Der Blick nach vorne

Wie lassen sich diese Ergebnisse einordnen? Die Stimmung auf der Konferenz war energiegeladen und enthusiastisch. Zum Ende der Konferenz schrieb das International Institute for Sustainable Development: "Es wurden bedeutende Fortschritte erzielt." Doch auch kritische Stimmen wurden laut. Die britische Tageszeitung Guardian merkte an: "Unverbindliche Verpflichtungen, unzureichende wissenschaftliche Daten und eine geringe Repräsentanz des globalen Südens ließen beim Gipfel viel zu wünschen übrig." Unter den Delegierten gab es geteilte Meinungen. Während einige die Abwesenheit einer politischen Abschlusserklärung bedauerten, sahen andere dies als Stärke der Konferenz an, weil sie tiefgehende Diskussionen ermöglichte.

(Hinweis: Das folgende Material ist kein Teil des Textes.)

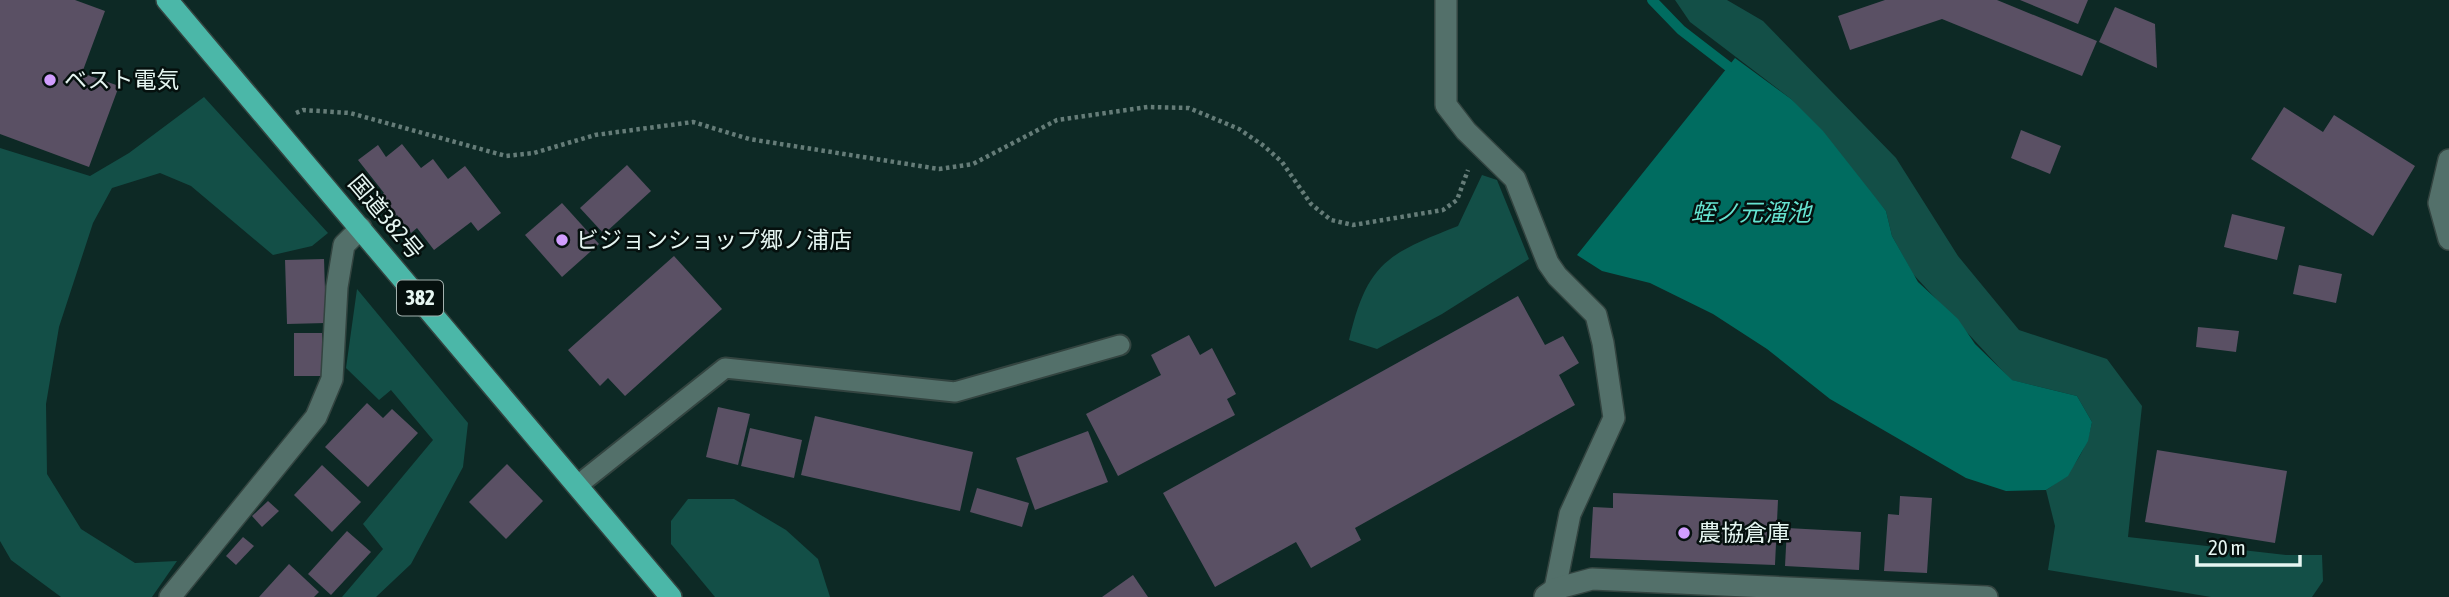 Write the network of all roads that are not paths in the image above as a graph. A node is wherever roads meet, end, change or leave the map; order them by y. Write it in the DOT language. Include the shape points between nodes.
graph roads {
  1 [pos="167,0"];
  2 [pos="1446,0"];
  3 [pos="2449,160"];
  4 [pos="361,228"];
  5 [pos="2449,239"];
  6 [pos="1120,345"];
  7 [pos="578,485"];
  8 [pos="1549,593"];
  9 [pos="170,597"];
  10 [pos="671,597"];
  11 [pos="1987,597"];
  1 -- 4 [label="highway, 国道382号 / 382"];
  2 -- 8 [label="street" via="1446,105 1515,179 1548,263 1596,315 1603,342 1614,418 1570,514"];
  3 -- 5 [label="street" via="2439,203"];
  4 -- 7 [label="highway, 国道382号 / 382"];
  4 -- 9 [label="street" via="344,245 332,379 316,416"];
  6 -- 7 [label="lane" via="955,392 725,368"];
  7 -- 10 [label="highway, 国道382号 / 382"];
  8 -- 11 [label="street" via="1592,579"];
} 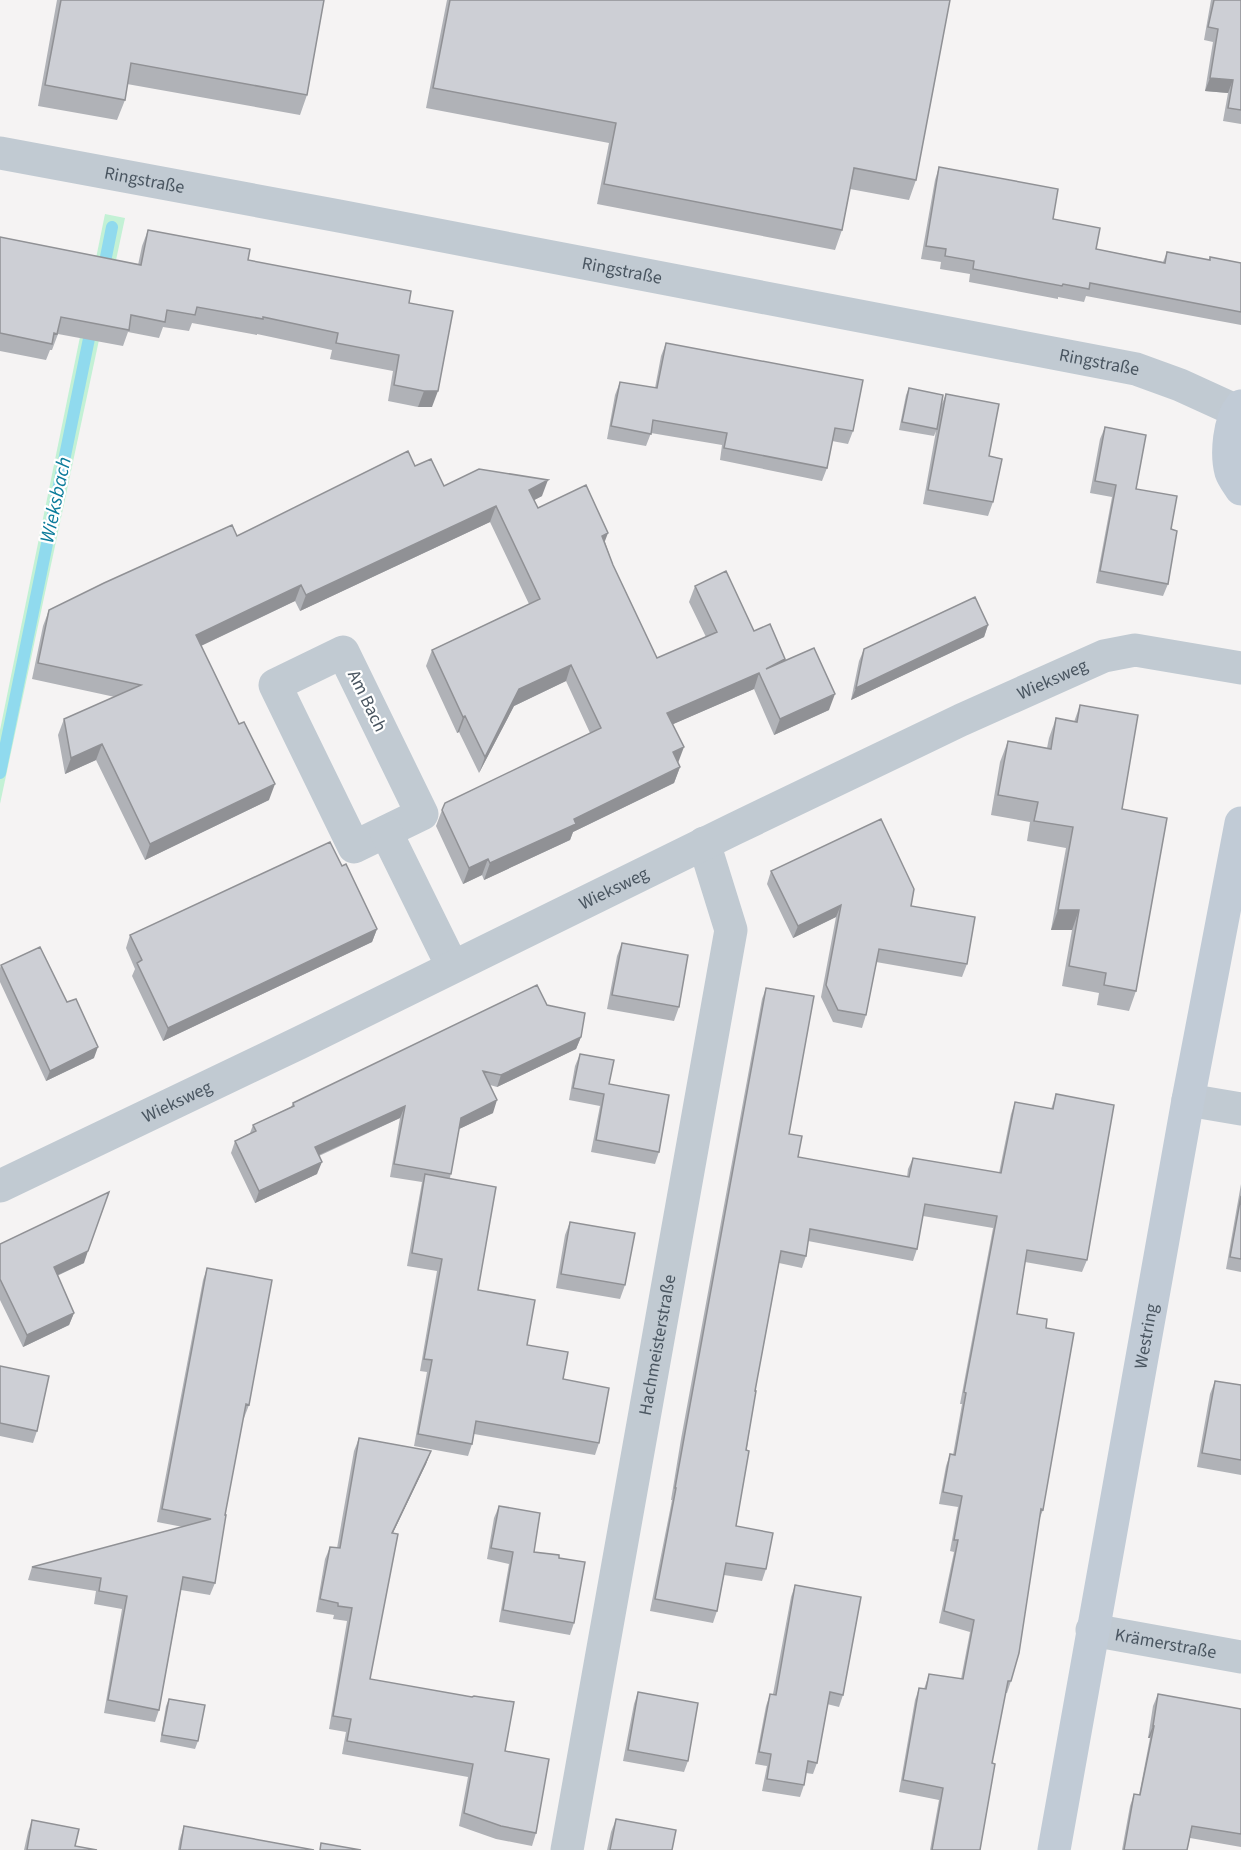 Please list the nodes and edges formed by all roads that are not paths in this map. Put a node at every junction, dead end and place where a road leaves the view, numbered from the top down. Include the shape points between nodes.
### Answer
1 (0, 153) edge
2 (1239, 408) edge
3 (1241, 489) edge
4 (1241, 668) edge
5 (1241, 823) edge
6 (386, 832) junction
7 (704, 843) junction
8 (452, 966) junction
9 (1188, 1100) junction
10 (1241, 1109) edge
11 (0, 1186) edge
12 (1092, 1630) junction
13 (1241, 1658) edge
14 (567, 1850) edge
15 (1054, 1850) edge

1 - 2 street, Ringstraße via 1136,369
2 - 3 main road via 1228,441 1232,472
4 - 7 street, Wieksweg via 1135,650 1104,656
5 - 9 main road, Westring
6 - 6 street, Am Bach via 354,847 275,685 343,652 422,814
6 - 8 street
7 - 8 street, Wieksweg
7 - 14 street, Hachmeisterstraße via 730,930
8 - 11 street, Wieksweg
9 - 10 street
9 - 12 main road, Westring
12 - 13 street, Krämerstraße
12 - 15 main road, Westring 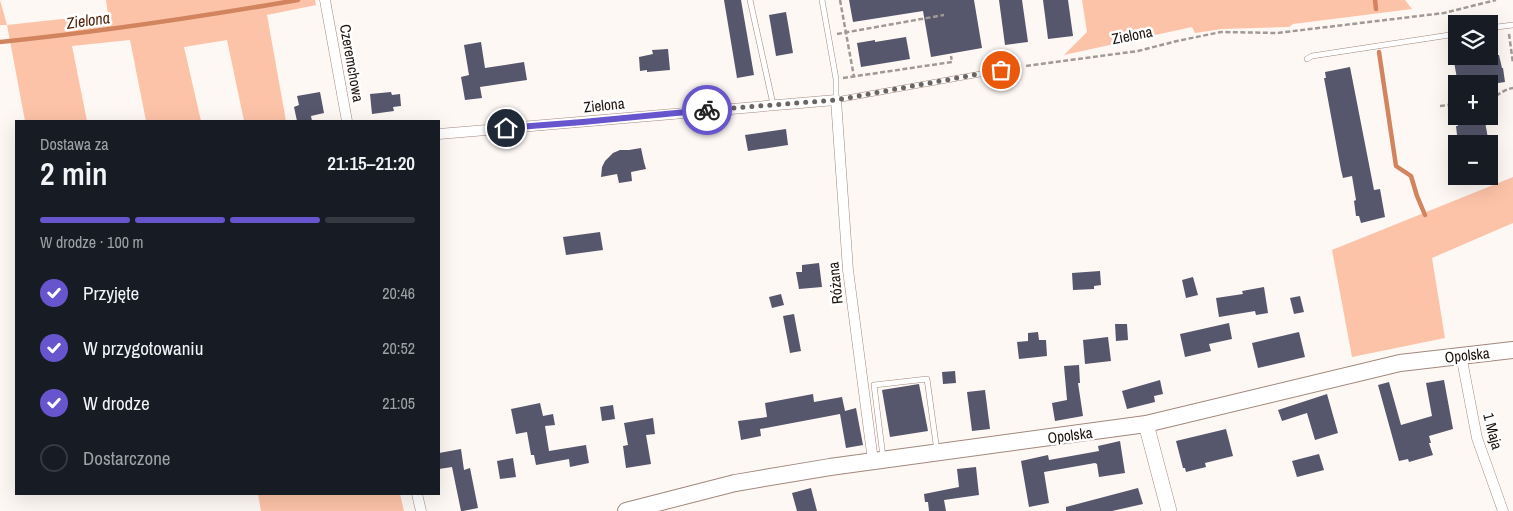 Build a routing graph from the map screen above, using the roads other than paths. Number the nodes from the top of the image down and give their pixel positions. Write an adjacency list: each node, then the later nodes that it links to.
1 (750, 0): 8 (lane)
2 (822, 0): 7 (lane)
3 (326, 5): 9 (street, Czeremchowa)
4 (1448, 35): 5 (lane)
5 (1307, 59)
6 (1019, 67): 7 (lane, Zielona)
7 (836, 100): 8 (street, Zielona); 15 (street, Różana)
8 (773, 104): 10 (street, Zielona)
9 (347, 120)
10 (440, 134)
11 (1513, 350): 12 (main road, Opolska)
12 (1461, 355): 13 (main road, Opolska); 20 (street, 1 Maja)
13 (1146, 424): 14 (main road, Opolska); 19 (street)
14 (937, 452): 15 (main road, Opolska); 15 (lane)
15 (878, 461): 18 (main road, Opolska)
16 (417, 495): 17 (street)
17 (420, 511)
18 (626, 511)
19 (1170, 511)
20 (1503, 511) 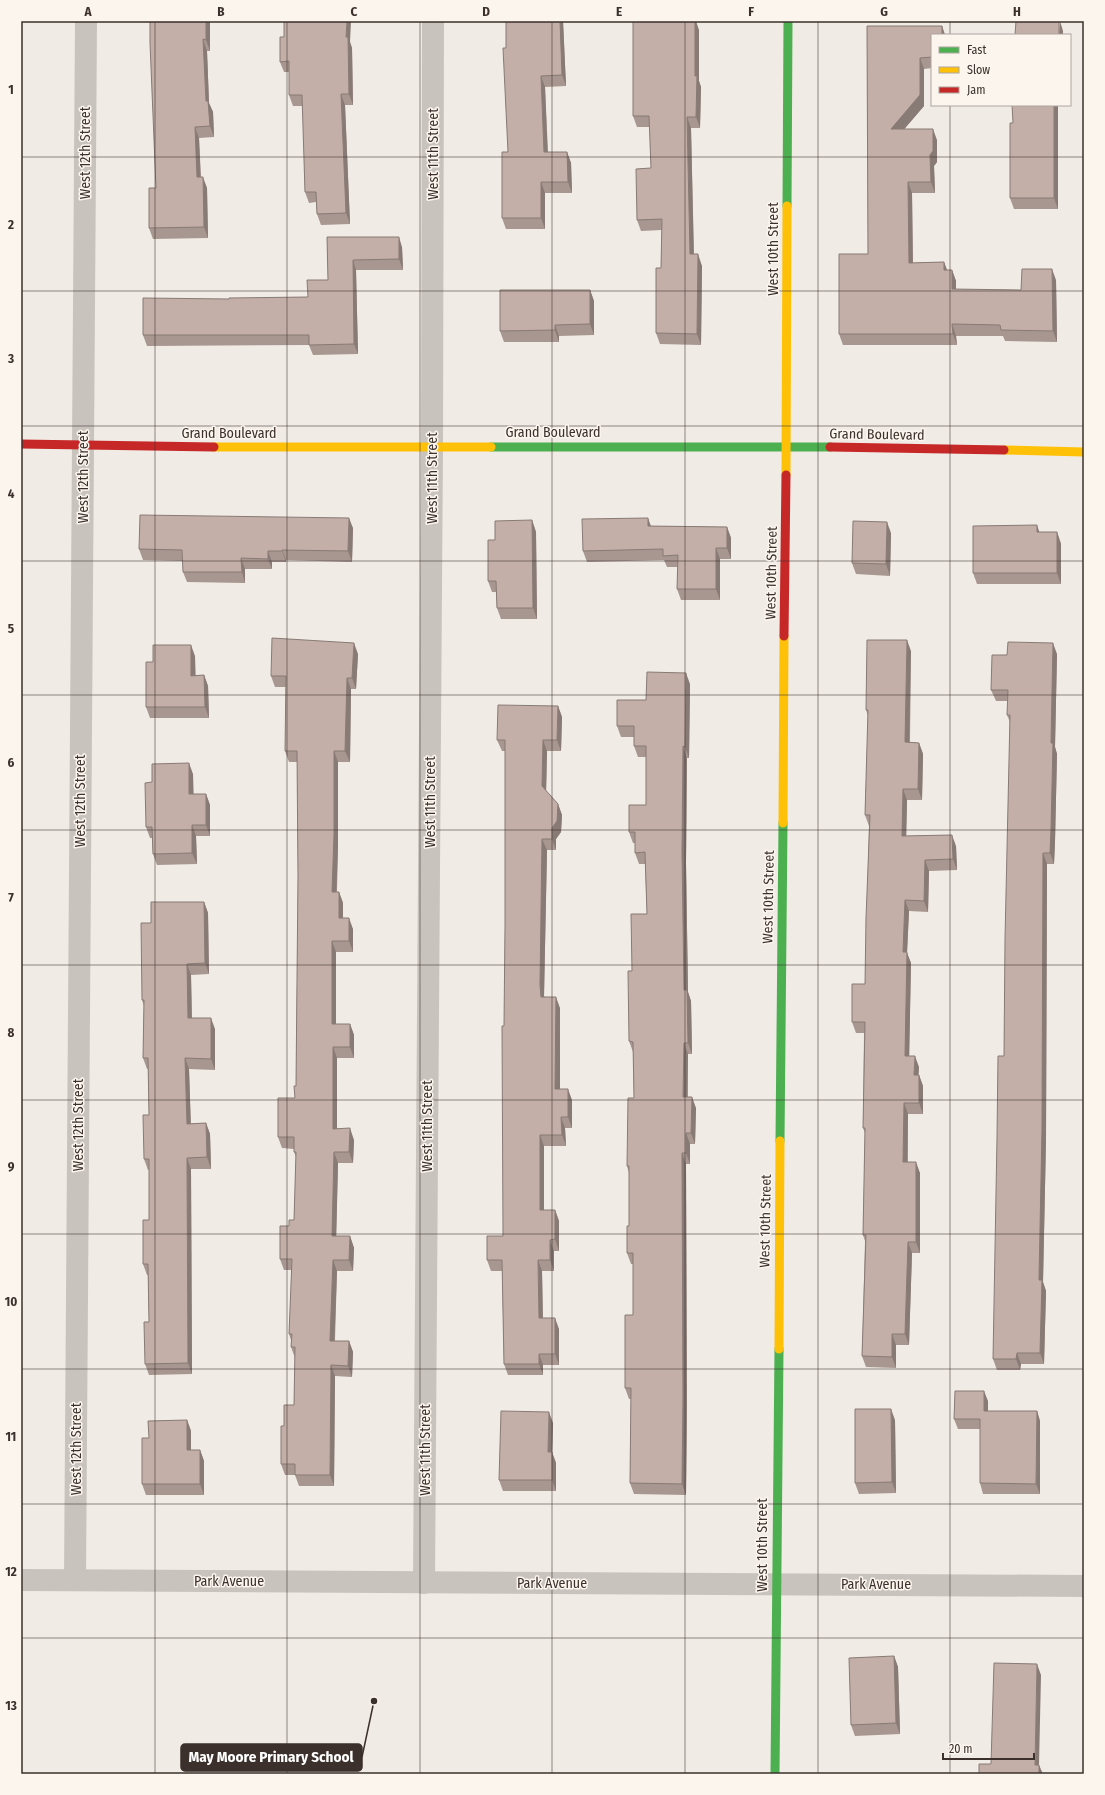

Zweifelsohne lösen die Ergebnisse der dreitägigen Konferenz die globale Wasserkrise nicht. Sie werden auch zusammengenommen kaum zum Erreichen von SDG 6 führen, doch dies war realistisch auch nicht zu erwarten. Die Konferenz war eine Gelegenheit, so laut wie möglich auf die Wasserkrise aufmerksam zu machen und die Weltgemeinschaft auf ein schwieriges Unterfangen einzuschwören. Entscheidend ist, dieses politische Momentum aufrechtzuerhalten. Zudem gilt es, die Umsetzung der Maßnahmen der Water Action Agenda nachzuverfolgen. Die UN-Wasserkonferenz 2023 war ein Hoffnungsschimmer. Hoffnung darauf, dass die Konferenz einen Startpunkt darstellt: für größere Aufmerksamkeit, höhere Ambitionen und finanzielle Mittel, inklusiveres Handeln, mehr Kooperation, und schlussendlich einen radikal andersartigen Umgang mit unseren kostbaren Wasserressourcen.